During operation, molten metal flows through the fluted apertures 56-100 in the tundish baffle 40. The peaks 104 partially obstruct and slow down the flow of molten metal near the perimeter 106 of each of the openings 56-100. As a result, any inclusions (especially non-metallic inclusions) have greater tendencies to become lodged around the perimeter 106 of each of the openings 56-100, than if the openings were round. The inclusions gradually fill in the valleys 102 until the valleys 102 and peaks 104 are entirely covered by a continuous layer of inclusions 110 as shown in FIG. 6. At this time, the tundish baffle 40 should be replaced.
As shown in FIG. 6, even though the openings 56-100 may contain significant amounts of lodged or entrapped inclusions there is still relatively little obstruction of flow through the central portions 108 of the openings 56-100. Also, regardless of whether the openings 56-100 are completely free of inclusions as shown in FIG. 5 or nearing the end of their useful lives as shown in FIG. 6, most of the flow of molten metal passes through the central portions 108 where the velocity of molten metal is the greatest.
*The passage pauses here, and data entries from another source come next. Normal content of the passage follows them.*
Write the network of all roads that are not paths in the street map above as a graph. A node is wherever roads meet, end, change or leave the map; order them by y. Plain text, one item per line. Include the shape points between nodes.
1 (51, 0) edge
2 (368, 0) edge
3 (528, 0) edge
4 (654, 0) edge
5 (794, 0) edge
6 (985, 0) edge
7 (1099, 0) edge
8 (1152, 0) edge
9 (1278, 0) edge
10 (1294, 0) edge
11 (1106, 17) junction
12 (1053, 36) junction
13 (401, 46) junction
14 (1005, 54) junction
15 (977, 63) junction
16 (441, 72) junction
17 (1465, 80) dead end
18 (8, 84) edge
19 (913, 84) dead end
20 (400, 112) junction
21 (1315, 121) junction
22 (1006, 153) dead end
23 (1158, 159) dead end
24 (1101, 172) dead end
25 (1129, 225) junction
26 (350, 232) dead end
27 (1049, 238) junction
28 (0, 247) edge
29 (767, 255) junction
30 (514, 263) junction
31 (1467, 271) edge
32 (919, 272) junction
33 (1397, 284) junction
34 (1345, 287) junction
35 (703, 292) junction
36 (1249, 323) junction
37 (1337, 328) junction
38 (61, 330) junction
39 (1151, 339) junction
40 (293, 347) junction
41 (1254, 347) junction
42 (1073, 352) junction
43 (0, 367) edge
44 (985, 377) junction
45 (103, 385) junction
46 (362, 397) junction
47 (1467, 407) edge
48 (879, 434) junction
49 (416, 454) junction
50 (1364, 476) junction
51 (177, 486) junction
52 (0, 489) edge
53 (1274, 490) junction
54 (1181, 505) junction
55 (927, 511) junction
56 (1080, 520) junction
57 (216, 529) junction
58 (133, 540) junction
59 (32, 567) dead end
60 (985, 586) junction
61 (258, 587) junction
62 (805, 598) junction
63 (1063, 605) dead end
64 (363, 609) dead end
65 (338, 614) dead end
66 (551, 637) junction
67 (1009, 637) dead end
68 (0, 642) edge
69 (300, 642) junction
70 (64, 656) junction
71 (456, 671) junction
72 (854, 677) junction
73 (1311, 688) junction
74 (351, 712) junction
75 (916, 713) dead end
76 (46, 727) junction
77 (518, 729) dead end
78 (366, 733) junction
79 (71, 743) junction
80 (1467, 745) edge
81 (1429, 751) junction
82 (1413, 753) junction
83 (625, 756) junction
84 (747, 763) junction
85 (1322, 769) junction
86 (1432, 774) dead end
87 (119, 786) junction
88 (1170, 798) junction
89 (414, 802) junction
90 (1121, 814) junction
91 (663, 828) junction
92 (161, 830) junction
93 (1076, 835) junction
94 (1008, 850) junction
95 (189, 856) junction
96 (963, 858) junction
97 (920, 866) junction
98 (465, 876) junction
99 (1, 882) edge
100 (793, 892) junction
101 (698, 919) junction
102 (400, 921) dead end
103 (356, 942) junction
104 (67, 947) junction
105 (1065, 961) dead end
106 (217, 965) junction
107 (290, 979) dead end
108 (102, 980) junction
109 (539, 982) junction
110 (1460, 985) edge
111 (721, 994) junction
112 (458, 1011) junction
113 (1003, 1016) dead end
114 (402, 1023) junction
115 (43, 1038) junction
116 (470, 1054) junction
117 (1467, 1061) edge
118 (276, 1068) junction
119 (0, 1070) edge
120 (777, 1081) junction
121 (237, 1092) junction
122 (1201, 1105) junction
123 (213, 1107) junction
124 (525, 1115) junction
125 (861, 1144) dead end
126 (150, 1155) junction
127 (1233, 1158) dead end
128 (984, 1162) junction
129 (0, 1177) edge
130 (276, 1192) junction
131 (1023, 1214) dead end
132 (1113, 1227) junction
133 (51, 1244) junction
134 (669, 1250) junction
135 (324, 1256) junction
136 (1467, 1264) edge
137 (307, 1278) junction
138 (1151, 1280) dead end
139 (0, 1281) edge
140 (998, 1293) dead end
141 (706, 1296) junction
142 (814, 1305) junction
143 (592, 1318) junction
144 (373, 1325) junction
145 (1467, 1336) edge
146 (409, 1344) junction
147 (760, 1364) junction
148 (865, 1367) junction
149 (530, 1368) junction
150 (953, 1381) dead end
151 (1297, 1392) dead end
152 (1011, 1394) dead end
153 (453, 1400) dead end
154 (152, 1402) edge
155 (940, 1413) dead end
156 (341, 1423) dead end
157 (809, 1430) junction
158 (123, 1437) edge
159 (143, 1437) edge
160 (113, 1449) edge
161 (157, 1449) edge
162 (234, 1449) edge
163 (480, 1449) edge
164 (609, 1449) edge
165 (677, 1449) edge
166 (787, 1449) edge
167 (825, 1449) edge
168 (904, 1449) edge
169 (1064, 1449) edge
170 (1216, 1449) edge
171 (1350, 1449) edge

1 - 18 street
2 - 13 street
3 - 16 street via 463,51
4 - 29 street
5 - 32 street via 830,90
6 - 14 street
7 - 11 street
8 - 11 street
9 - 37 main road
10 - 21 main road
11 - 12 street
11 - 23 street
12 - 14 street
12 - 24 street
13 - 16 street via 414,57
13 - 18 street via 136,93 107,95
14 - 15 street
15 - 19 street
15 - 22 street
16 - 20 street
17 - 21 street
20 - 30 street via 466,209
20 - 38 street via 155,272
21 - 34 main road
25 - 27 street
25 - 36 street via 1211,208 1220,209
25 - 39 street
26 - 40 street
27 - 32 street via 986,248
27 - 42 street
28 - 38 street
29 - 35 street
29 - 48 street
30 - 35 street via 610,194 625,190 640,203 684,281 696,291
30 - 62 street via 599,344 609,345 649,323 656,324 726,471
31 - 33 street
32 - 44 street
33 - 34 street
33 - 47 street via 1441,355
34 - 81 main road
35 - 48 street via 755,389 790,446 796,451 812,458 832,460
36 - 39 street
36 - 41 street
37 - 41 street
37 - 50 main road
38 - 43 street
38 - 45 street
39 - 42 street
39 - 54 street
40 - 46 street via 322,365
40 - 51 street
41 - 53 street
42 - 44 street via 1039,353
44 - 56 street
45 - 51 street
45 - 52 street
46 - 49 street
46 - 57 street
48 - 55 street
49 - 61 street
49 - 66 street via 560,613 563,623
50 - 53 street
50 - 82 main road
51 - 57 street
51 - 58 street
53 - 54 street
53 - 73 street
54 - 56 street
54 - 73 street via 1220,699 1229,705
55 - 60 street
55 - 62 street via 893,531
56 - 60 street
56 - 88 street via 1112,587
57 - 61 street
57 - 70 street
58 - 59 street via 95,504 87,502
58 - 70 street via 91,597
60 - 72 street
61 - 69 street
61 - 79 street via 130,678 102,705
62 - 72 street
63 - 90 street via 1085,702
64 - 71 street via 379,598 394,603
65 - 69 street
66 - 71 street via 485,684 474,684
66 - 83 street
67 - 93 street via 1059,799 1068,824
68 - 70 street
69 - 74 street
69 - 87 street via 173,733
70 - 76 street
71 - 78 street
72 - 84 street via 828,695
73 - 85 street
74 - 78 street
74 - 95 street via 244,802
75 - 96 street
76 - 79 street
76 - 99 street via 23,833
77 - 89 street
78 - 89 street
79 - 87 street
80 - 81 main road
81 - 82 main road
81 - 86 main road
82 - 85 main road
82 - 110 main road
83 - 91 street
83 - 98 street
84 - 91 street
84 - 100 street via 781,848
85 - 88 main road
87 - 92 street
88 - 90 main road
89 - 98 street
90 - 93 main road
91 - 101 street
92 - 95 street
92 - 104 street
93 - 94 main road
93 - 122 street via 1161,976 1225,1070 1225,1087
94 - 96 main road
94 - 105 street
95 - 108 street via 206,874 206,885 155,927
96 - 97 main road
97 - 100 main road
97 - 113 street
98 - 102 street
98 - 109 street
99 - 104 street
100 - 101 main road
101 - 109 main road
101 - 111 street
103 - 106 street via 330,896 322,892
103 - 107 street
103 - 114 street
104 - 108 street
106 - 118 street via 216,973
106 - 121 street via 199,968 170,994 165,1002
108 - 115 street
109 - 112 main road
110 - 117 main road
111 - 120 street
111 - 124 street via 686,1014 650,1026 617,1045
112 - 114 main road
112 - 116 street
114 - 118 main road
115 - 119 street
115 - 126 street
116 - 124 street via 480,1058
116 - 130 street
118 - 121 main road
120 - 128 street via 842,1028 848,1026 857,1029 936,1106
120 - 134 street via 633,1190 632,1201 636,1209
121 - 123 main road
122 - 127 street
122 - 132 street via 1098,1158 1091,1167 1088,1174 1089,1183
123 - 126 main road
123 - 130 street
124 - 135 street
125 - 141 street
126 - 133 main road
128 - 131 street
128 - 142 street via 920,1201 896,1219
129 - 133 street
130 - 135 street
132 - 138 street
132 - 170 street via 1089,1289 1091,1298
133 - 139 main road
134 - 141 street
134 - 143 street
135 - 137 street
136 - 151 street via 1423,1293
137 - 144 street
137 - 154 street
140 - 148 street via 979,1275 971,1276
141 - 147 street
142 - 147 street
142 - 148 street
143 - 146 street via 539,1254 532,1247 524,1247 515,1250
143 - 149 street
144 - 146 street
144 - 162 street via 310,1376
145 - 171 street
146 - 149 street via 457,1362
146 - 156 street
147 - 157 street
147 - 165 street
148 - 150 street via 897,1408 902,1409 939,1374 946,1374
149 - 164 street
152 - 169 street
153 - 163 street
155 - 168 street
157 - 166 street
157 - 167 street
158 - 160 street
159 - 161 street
Because the central portions 108 of the openings 56-100 remain mostly free of obstruction throughout the useful life of the baffle 40, the influence of the baffle 40 on the residence time and flow patterns of molten metal remains substantially uniform throughout the useful life of the baffle 40. Also, because inclusions easily become lodged in the valleys 102 between the peaks 104, the purity of molten metal leaving the tundish vessel 10 through the drain 32 is increased.
By comparison, baffle apertures of the prior art were generally round. This meant that any buildup of inclusions around the perimeters of the openings tended to obstruct flow through the openings, and the influence of the prior art baffles on residence time and flow patterns gradually changed as the buildup of inclusions became more severe.
When designing the tundish baffles of the invention, it is important that the fluted openings 56-100 be larger than corresponding round openings of prior art baffles, in order to accommodate the increased buildup of inclusions without permitting significant blockage of the central portions 108 of the fluted openings 56-100. As a starting point, the following design procedure is recommended. Referring to FIG. 5, the fluted opening 56 can be described as having an inner diameter defined as the diameter of an imaginary circle connecting the innermost ends of the peaks 104, and an outer diameter defined as the diameter of a second imaginary circle connecting the outermost ends of the valleys 102.
The inner diameter of the fluted opening, defined above, should be about the same as the diameter of the corresponding round opening in the prior art baffle being replaced. The outer diameter of the fluted opening, defined above, should be about 27% larger than the inner diameter. The number of "flutes" per opening, defined as the number of peaks 104 or the number of valleys 102, should be about one-half of the sum of a) the square of the inner diameter, in inches, and b) the square of the outer diameter, in inches.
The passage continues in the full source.